Saved entries:
* * * *
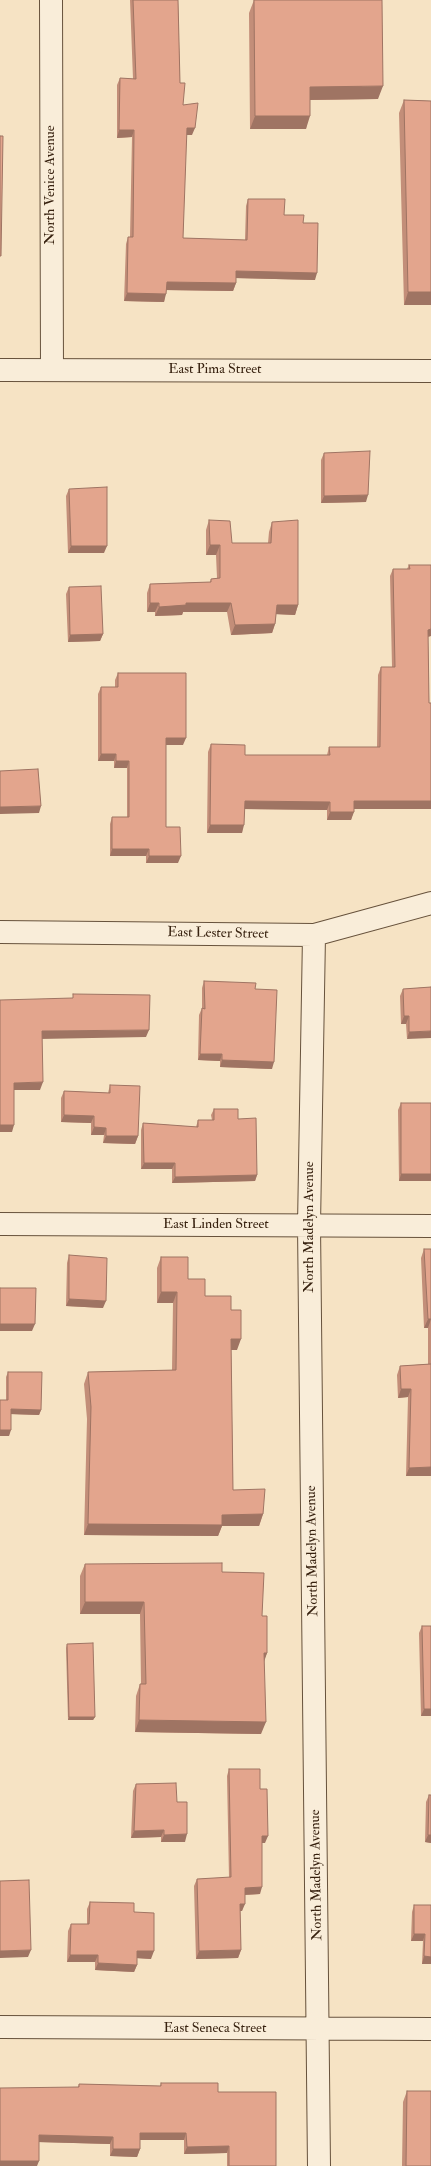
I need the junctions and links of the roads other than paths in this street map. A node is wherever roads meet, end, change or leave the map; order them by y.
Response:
1 (51, 0) edge
2 (52, 369) junction
3 (0, 370) edge
4 (431, 371) edge
5 (431, 903) edge
6 (0, 932) edge
7 (314, 935) junction
8 (0, 1224) edge
9 (309, 1225) junction
10 (431, 1226) edge
11 (0, 2027) edge
12 (431, 2029) edge
13 (319, 2030) junction
14 (319, 2166) edge

1 - 2 street, North Venice Avenue
2 - 3 street, East Pima Street
2 - 4 street, East Pima Street
5 - 7 street, East Lester Street
6 - 7 street, East Lester Street
7 - 9 street, North Madelyn Avenue
8 - 9 street, East Linden Street
9 - 10 street, East Linden Street
9 - 13 street, North Madelyn Avenue
11 - 13 street, East Seneca Street
12 - 13 street, East Seneca Street
13 - 14 street, North Madelyn Avenue

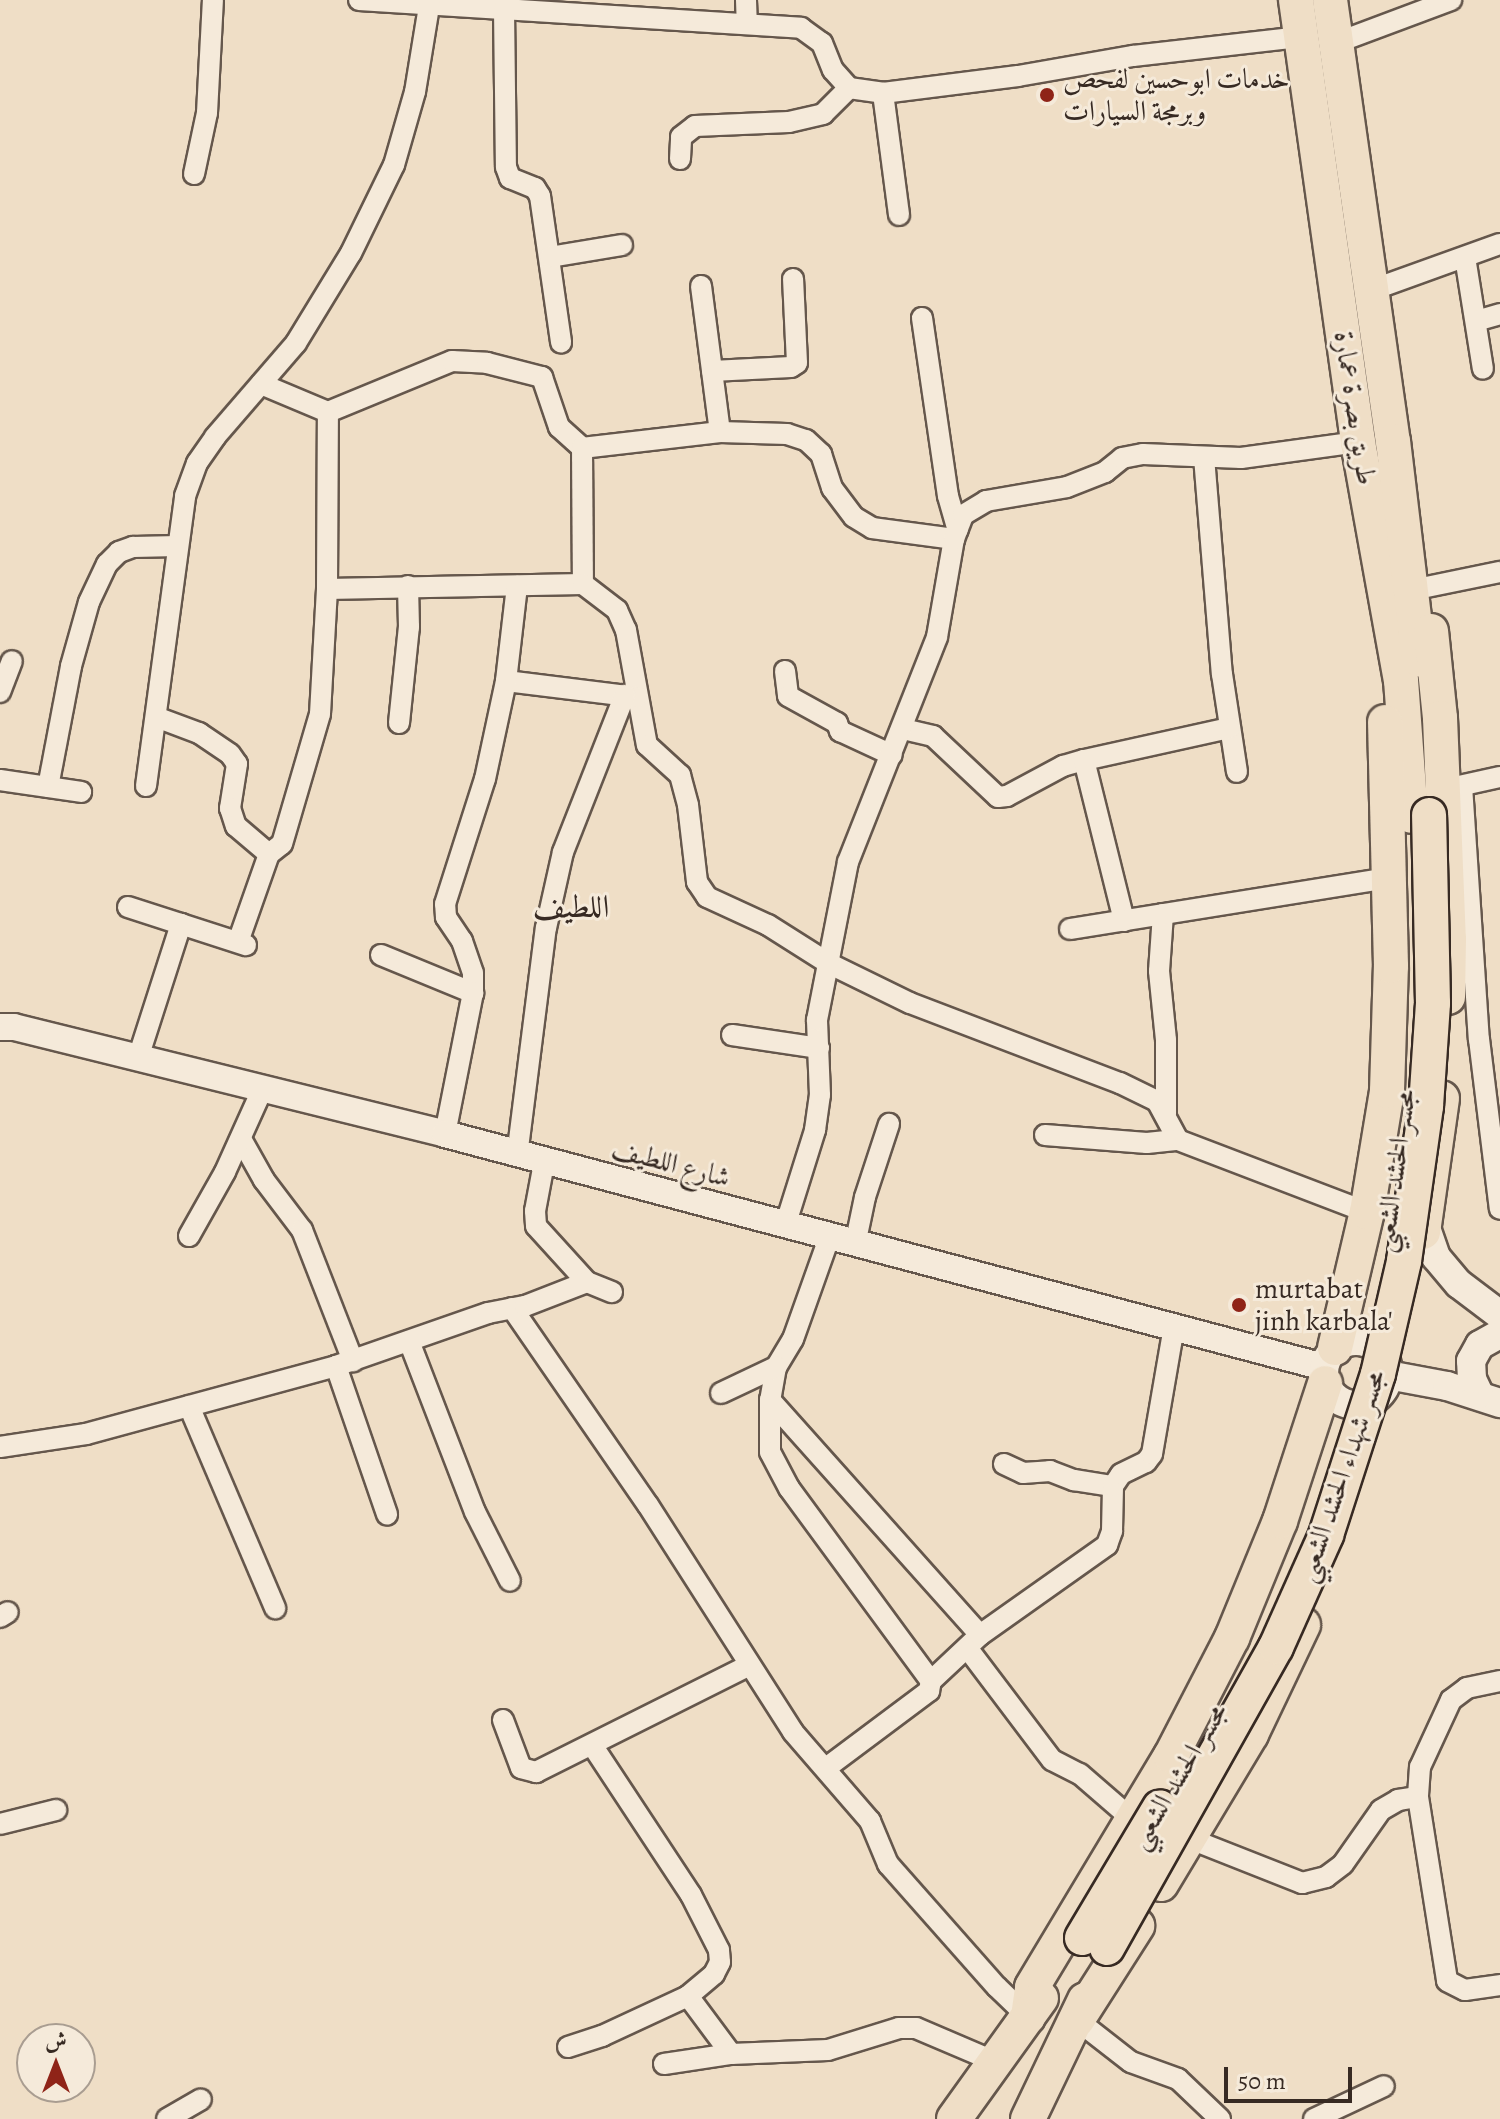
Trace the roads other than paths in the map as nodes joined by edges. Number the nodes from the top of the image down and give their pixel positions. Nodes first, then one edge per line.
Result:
1 (213, 0) edge
2 (359, 0) edge
3 (746, 0) edge
4 (1296, 0) edge
5 (1330, 0) edge
6 (1451, 0) edge
7 (429, 2) edge
8 (504, 9) junction
9 (747, 24) junction
10 (1301, 37) junction
11 (1336, 43) junction
12 (849, 88) junction
13 (883, 93) junction
14 (680, 159) dead end
15 (194, 174) dead end
16 (899, 215) dead end
17 (1500, 244) edge
18 (622, 245) dead end
19 (550, 257) junction
20 (1465, 257) junction
21 (793, 279) dead end
22 (701, 286) dead end
23 (1372, 290) junction
24 (1500, 314) edge
25 (922, 318) dead end
26 (1476, 321) junction
27 (561, 342) dead end
28 (1483, 369) dead end
29 (712, 371) junction
30 (261, 384) junction
31 (328, 412) junction
32 (720, 432) junction
33 (1358, 442) junction
34 (582, 448) junction
35 (1204, 457) junction
36 (956, 534) junction
37 (178, 546) junction
38 (1500, 572) edge
39 (583, 584) junction
40 (408, 586) junction
41 (517, 586) junction
42 (327, 589) junction
43 (1398, 590) junction
44 (12, 661) dead end
45 (785, 671) dead end
46 (506, 681) junction
47 (0, 692) edge
48 (631, 696) junction
49 (156, 717) junction
50 (399, 723) dead end
51 (1230, 728) junction
52 (903, 729) junction
53 (892, 755) junction
54 (1084, 760) junction
55 (1237, 772) dead end
56 (1500, 777) edge
57 (0, 780) edge
58 (146, 786) dead end
59 (48, 787) junction
60 (81, 792) dead end
61 (1436, 802) junction
62 (269, 854) junction
63 (1390, 878) junction
64 (128, 907) dead end
65 (1163, 914) junction
66 (1124, 921) junction
67 (181, 924) junction
68 (1070, 929) dead end
69 (381, 955) dead end
70 (828, 963) junction
71 (473, 993) junction
72 (0, 1027) edge
73 (732, 1035) dead end
74 (819, 1048) junction
75 (138, 1058) junction
76 (1491, 1081) edge
77 (263, 1088) junction
78 (1166, 1114) junction
79 (889, 1124) dead end
80 (445, 1134) junction
81 (1045, 1135) dead end
82 (241, 1139) junction
83 (1178, 1140) junction
84 (517, 1156) junction
85 (544, 1163) junction
86 (1500, 1209) edge
87 (1367, 1212) junction
88 (1425, 1225) junction
89 (785, 1226) junction
90 (189, 1236) dead end
91 (829, 1238) junction
92 (855, 1245) junction
93 (1359, 1246) junction
94 (1417, 1259) junction
95 (587, 1282) junction
96 (612, 1292) dead end
97 (512, 1308) junction
98 (1500, 1315) edge
99 (1174, 1326) junction
100 (1500, 1334) edge
101 (409, 1341) junction
102 (345, 1363) junction
103 (1328, 1366) junction
104 (776, 1367) junction
105 (1384, 1378) junction
106 (721, 1393) dead end
107 (1489, 1399) edge
108 (770, 1400) junction
109 (189, 1406) junction
110 (0, 1447) edge
111 (1004, 1464) dead end
112 (1113, 1486) junction
113 (387, 1514) dead end
114 (510, 1581) dead end
115 (275, 1608) dead end
116 (974, 1642) junction
117 (750, 1665) junction
118 (931, 1681) junction
119 (1500, 1681) edge
120 (503, 1720) dead end
121 (592, 1745) junction
122 (826, 1768) junction
123 (1418, 1797) junction
124 (56, 1810) dead end
125 (1132, 1819) junction
126 (0, 1824) edge
127 (1188, 1838) junction
128 (1094, 1943) junction
129 (1500, 1985) edge
130 (688, 1996) junction
131 (1028, 2017) junction
132 (1077, 2020) junction
133 (568, 2047) dead end
134 (731, 2054) junction
135 (998, 2063) junction
136 (664, 2064) dead end
137 (1384, 2086) dead end
138 (201, 2099) dead end
139 (167, 2119) edge
140 (954, 2119) edge
141 (1028, 2119) edge
142 (1220, 2119) edge
143 (1314, 2119) edge

1 - 15 street
2 - 7 street
3 - 9 street
4 - 10 highway, طريق بصرة عمارة
5 - 11 highway, طريق بصرة عمارة
6 - 11 street
7 - 8 street
7 - 30 street
8 - 9 street
8 - 19 street
9 - 12 street
10 - 13 street
10 - 33 highway, طريق بصرة عمارة
11 - 23 highway, طريق بصرة عمارة
12 - 13 street
12 - 14 street
13 - 16 street
17 - 20 street
18 - 19 street
19 - 27 street
20 - 23 street
20 - 26 street
21 - 29 street
22 - 29 street
23 - 43 highway, طريق بصرة عمارة
24 - 26 street
25 - 36 street
26 - 28 street
29 - 32 street
30 - 31 street
30 - 37 street
31 - 34 street
31 - 42 street
32 - 34 street
32 - 36 street
33 - 35 street
33 - 43 highway, طريق بصرة عمارة
34 - 39 street
35 - 36 street
35 - 51 street
36 - 52 street
37 - 49 street
37 - 59 street
38 - 43 street
39 - 41 street
39 - 48 street
40 - 41 street
40 - 42 street
40 - 50 street
41 - 46 street
42 - 62 street
43 - 61 highway, طريق بصرة عمارة
43 - 63 highway
44 - 47 street
45 - 53 street
46 - 48 street
46 - 71 street
48 - 70 street
48 - 84 street
49 - 58 street
49 - 62 street
51 - 54 street
51 - 55 street
52 - 53 street
52 - 54 street
53 - 70 street
54 - 66 street
56 - 61 street
57 - 59 street
59 - 60 street
61 - 76 street
61 - 88 highway
61 - 128 highway, مجسر شهداء الحشد الشعبي, bridge
62 - 67 street
63 - 65 street
63 - 87 highway
64 - 67 street
65 - 66 street
65 - 78 street
66 - 68 street
67 - 75 street
69 - 71 street
70 - 74 street
70 - 78 street
71 - 80 street
72 - 75 street, شارع اللطيف
73 - 74 street
74 - 89 street
75 - 77 street, شارع اللطيف
76 - 86 street
77 - 80 street, شارع اللطيف
77 - 82 street
78 - 83 street
79 - 92 street
80 - 84 street, شارع اللطيف
81 - 83 street
82 - 90 street
82 - 102 street
83 - 87 street
84 - 85 street, شارع اللطيف
85 - 89 street, شارع اللطيف
85 - 95 street
87 - 93 highway
88 - 94 highway
88 - 98 main road
89 - 91 street, شارع اللطيف
91 - 92 street, شارع اللطيف
91 - 104 street
92 - 99 street, شارع اللطيف
93 - 94 highway
93 - 103 highway
94 - 105 highway
95 - 96 street
95 - 97 street
97 - 101 street
97 - 117 street
99 - 103 street, شارع اللطيف
99 - 112 street
100 - 107 main road
101 - 102 street
101 - 114 street
102 - 109 street
102 - 113 street
103 - 105 main road
103 - 105 main road
103 - 125 highway
104 - 106 street
104 - 108 street
105 - 107 main road
105 - 127 highway
108 - 116 street
108 - 118 street
109 - 110 street
109 - 115 street
111 - 112 street
112 - 116 street
116 - 118 street
116 - 125 street
117 - 121 street
117 - 122 street
118 - 122 street
119 - 123 street
120 - 121 street
121 - 130 street
122 - 131 street
123 - 127 street
123 - 129 street
124 - 126 street
125 - 131 highway
127 - 132 highway
128 - 131 highway
128 - 132 highway
130 - 133 street
130 - 134 street
131 - 135 highway
132 - 141 highway
132 - 142 street
134 - 135 street
134 - 136 street
135 - 140 highway
137 - 143 street
138 - 139 street

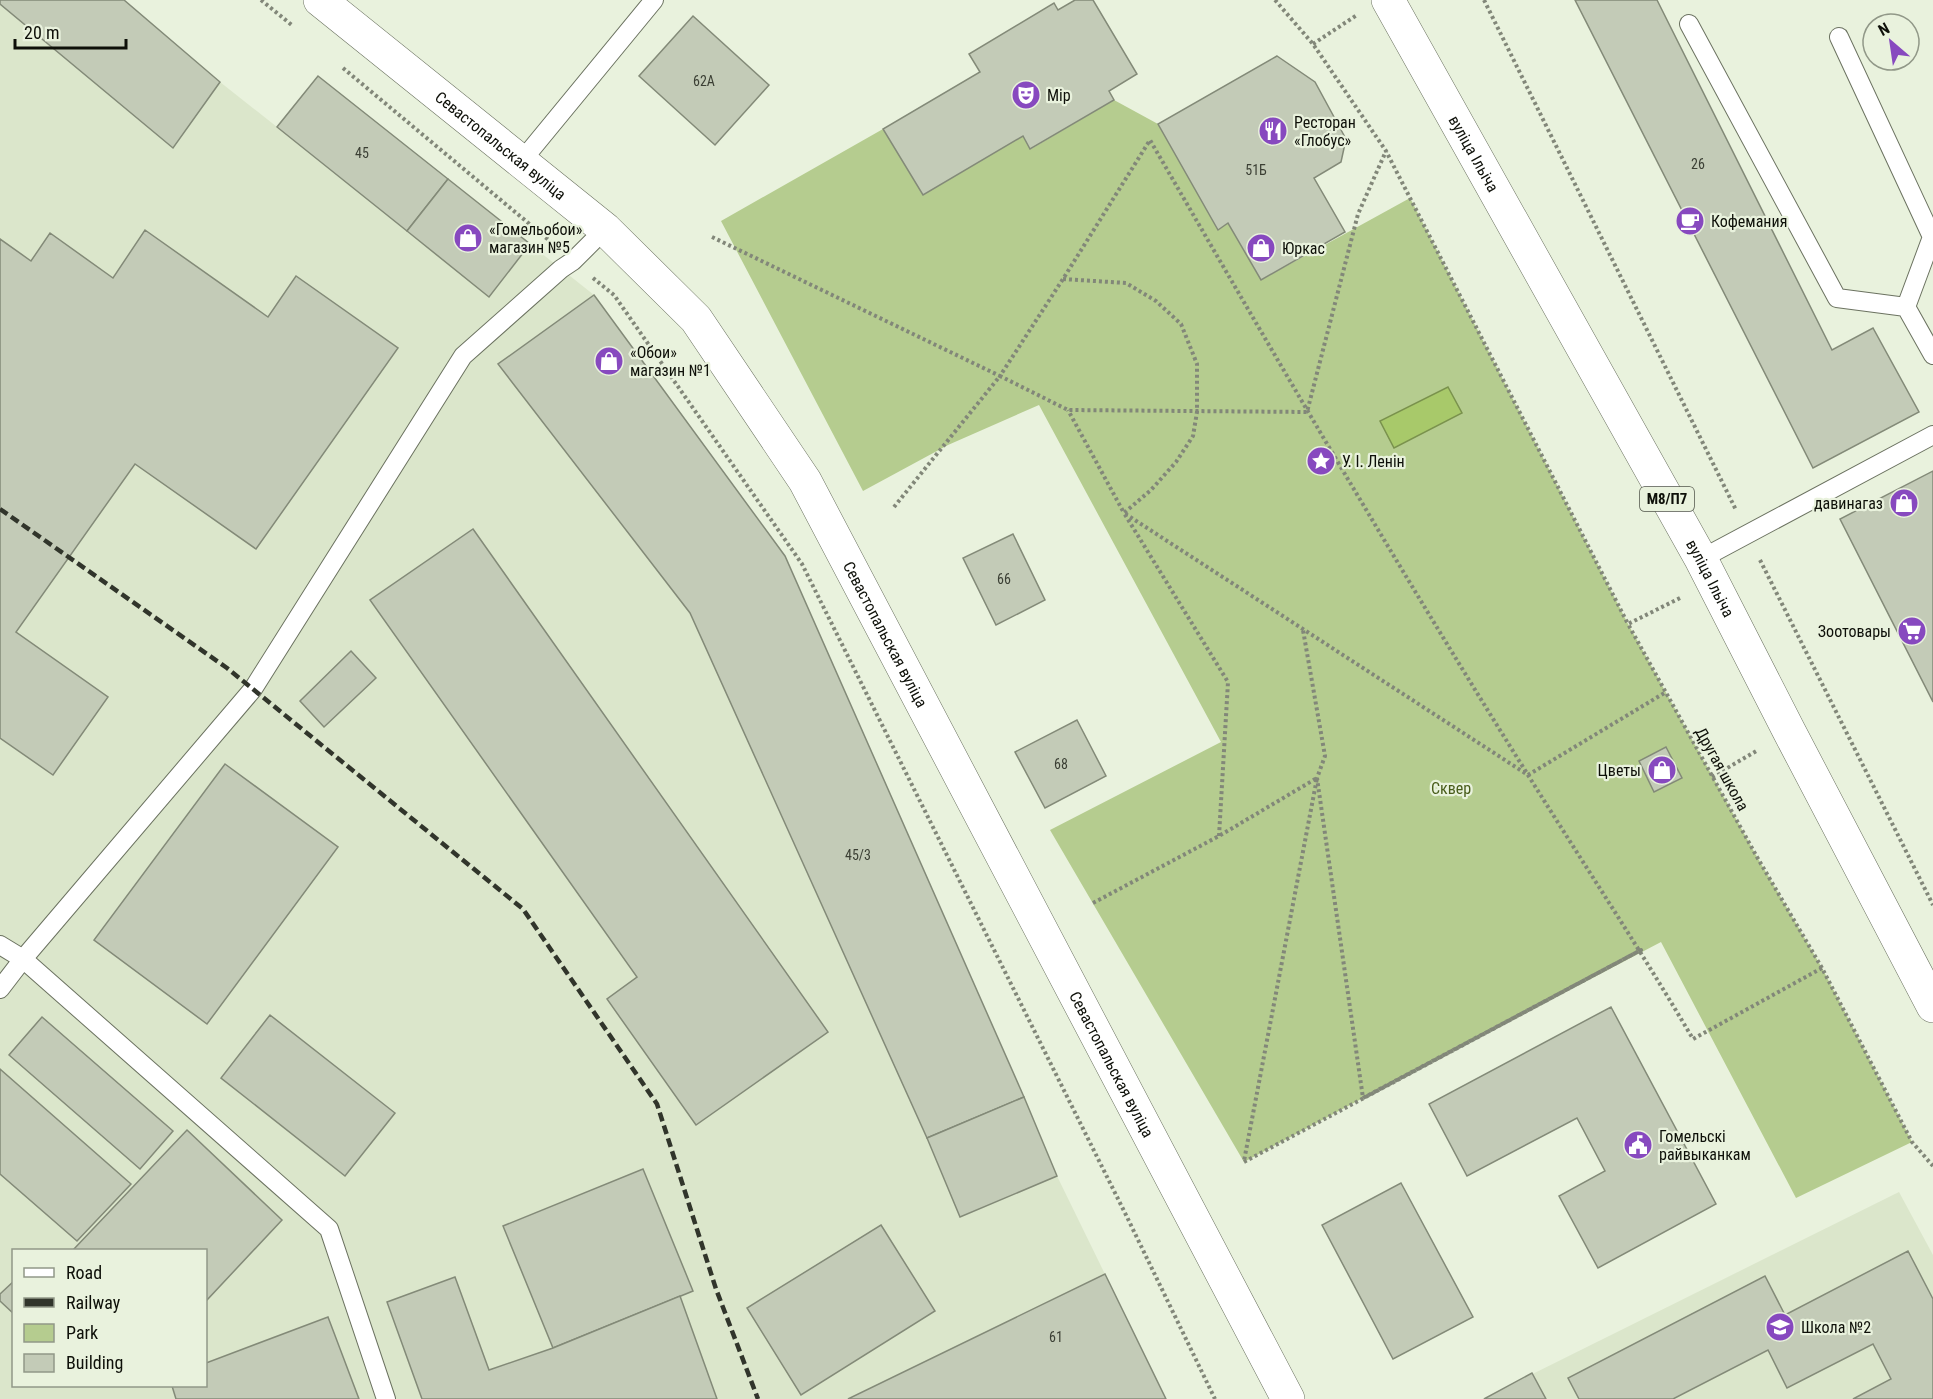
* * * *
Problem to solve: For the word "East", go through the records and show each line that carries it.

Exercise solution:
2 - 3 street, East Pima Street
2 - 4 street, East Pima Street
5 - 7 street, East Lester Street
6 - 7 street, East Lester Street
8 - 9 street, East Linden Street
9 - 10 street, East Linden Street
11 - 13 street, East Seneca Street
12 - 13 street, East Seneca Street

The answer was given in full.